Comment 2 for bug 1873482

Revision history for this message
Christian Muirhead (2-xtian) wrote :

We've been digging into this and can see some of the causes but haven't worked it out fully.

The raft timeouts in machine-0.log starting at line 471 indicate that the we can't apply commands to the raft state. (16:45:04) That would prevent us from extending leases.

The calls to extend the lease would fail with a timeout and the is-responsible-flag worker died with the timeout error (line 499). That killed the migration fortress worker, and the other model workers that depend on it (essentially everything that should only run when there's no migration running) started dying with the "fortress worker shutting down" error.

From looking in /var/log/syslog we can see that there's a kernel message at 16:47:13 (line 2915) indicating that a disk was blocked for more than 120s - that would correspond to when the raft timeout started happening.

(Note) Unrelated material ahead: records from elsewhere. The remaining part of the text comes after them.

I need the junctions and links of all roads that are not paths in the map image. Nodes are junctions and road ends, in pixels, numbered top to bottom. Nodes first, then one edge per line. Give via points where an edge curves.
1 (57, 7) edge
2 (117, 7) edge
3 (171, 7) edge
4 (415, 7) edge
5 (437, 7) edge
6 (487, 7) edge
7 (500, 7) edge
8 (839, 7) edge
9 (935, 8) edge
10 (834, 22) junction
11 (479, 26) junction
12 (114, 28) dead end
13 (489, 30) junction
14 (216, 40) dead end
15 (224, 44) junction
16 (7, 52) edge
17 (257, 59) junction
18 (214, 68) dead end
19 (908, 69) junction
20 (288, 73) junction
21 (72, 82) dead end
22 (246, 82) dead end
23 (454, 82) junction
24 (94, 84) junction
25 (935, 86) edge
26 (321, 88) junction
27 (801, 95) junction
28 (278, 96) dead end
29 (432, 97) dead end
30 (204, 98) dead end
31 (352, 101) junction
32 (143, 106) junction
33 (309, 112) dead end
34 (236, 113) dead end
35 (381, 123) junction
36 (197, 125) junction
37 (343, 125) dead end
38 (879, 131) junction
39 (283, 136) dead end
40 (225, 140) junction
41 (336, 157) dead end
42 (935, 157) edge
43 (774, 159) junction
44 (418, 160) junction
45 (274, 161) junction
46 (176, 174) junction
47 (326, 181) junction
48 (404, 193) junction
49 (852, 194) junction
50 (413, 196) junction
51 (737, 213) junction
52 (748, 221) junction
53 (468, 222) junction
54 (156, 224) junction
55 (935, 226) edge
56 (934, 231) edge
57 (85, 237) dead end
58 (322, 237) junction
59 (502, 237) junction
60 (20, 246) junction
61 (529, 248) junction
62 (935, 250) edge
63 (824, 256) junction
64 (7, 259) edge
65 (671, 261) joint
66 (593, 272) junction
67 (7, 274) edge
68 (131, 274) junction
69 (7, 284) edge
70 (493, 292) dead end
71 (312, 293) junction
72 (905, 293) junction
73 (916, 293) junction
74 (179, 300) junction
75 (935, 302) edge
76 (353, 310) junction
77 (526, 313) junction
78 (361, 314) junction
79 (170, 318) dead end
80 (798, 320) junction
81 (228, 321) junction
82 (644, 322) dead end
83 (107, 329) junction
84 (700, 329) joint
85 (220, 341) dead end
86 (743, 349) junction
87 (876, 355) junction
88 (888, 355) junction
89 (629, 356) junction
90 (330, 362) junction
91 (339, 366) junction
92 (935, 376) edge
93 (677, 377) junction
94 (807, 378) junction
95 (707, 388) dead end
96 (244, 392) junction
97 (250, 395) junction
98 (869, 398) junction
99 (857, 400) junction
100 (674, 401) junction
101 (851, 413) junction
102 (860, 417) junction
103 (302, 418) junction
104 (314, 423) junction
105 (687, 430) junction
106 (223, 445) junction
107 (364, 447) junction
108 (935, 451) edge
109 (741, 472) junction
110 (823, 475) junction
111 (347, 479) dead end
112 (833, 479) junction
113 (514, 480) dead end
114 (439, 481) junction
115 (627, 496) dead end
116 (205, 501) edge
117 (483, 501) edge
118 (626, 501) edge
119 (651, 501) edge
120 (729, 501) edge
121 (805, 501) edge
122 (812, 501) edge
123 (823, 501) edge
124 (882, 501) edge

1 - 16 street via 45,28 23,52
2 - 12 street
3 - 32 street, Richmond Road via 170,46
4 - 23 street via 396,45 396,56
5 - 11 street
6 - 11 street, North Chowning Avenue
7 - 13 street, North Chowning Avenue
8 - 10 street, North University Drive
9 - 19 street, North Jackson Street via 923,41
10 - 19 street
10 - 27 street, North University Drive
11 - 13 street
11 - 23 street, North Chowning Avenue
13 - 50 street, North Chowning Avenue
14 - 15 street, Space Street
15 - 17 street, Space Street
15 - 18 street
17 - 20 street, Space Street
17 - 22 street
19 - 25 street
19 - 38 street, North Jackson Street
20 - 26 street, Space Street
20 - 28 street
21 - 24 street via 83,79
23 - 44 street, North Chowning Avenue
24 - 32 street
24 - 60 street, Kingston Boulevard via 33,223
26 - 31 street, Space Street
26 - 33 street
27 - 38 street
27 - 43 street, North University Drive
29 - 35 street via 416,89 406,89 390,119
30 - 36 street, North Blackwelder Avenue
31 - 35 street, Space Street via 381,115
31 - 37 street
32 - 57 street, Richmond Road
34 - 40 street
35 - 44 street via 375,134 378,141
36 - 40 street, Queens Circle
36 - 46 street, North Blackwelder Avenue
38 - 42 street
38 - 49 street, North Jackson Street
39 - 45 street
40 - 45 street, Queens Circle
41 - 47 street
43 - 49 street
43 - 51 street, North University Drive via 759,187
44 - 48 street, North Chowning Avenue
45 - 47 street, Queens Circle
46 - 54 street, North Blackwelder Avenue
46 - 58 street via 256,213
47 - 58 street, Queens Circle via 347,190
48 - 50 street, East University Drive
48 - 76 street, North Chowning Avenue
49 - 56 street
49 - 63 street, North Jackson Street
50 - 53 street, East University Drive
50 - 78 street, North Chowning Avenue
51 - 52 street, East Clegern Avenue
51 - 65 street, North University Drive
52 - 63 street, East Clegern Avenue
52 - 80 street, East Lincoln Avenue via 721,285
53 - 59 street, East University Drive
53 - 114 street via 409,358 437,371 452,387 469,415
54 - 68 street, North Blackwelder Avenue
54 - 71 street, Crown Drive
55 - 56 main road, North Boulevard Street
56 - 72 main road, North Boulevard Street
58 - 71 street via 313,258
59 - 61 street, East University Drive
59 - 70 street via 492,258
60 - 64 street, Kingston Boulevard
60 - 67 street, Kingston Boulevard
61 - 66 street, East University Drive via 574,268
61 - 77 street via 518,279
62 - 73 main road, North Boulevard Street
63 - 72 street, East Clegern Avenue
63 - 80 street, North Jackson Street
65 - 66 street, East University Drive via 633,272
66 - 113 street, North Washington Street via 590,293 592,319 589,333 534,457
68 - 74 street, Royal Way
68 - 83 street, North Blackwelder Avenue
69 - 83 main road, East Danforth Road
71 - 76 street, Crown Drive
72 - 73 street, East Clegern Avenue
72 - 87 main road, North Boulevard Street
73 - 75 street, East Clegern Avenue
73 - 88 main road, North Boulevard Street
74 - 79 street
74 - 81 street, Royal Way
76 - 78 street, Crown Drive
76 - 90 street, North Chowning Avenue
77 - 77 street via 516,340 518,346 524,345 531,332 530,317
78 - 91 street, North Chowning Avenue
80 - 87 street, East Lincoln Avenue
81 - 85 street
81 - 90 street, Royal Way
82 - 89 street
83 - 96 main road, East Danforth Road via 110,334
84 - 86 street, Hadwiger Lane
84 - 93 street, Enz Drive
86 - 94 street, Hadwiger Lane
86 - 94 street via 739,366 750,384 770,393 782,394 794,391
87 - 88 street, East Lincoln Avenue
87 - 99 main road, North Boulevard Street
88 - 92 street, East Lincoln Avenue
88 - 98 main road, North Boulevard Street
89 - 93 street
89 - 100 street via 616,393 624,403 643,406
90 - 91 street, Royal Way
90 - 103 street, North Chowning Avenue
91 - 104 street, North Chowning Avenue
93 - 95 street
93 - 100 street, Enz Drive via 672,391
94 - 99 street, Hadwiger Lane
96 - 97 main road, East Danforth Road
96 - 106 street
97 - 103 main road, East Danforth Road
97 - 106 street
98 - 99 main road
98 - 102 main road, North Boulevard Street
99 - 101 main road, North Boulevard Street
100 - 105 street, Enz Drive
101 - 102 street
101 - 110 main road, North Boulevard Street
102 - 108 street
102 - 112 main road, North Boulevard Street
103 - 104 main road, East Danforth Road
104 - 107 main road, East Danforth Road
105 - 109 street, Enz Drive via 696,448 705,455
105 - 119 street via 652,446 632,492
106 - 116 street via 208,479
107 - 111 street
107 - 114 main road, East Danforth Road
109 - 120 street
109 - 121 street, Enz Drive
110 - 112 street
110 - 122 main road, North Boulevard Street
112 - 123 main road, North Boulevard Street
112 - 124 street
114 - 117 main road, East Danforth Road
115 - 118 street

From the timings for mongo commands following that message (line 2991) it looks like any DB queries were also blocked by that disk stall.

Then at 16:48:18 (line 64) in foundation.log we can see that a `juju wait` command failed - there's lots of output but the error is on line 6792:

ERROR:root:ERROR model "kubernetes" has been removed from the controller, run 'juju models' and switch to one of them.

Chasing through the code the only way that error message can be generated (as far as I can tell) is that we get a bad response from mongodb when we try to get the model from the database, presumably in response to the disk stall.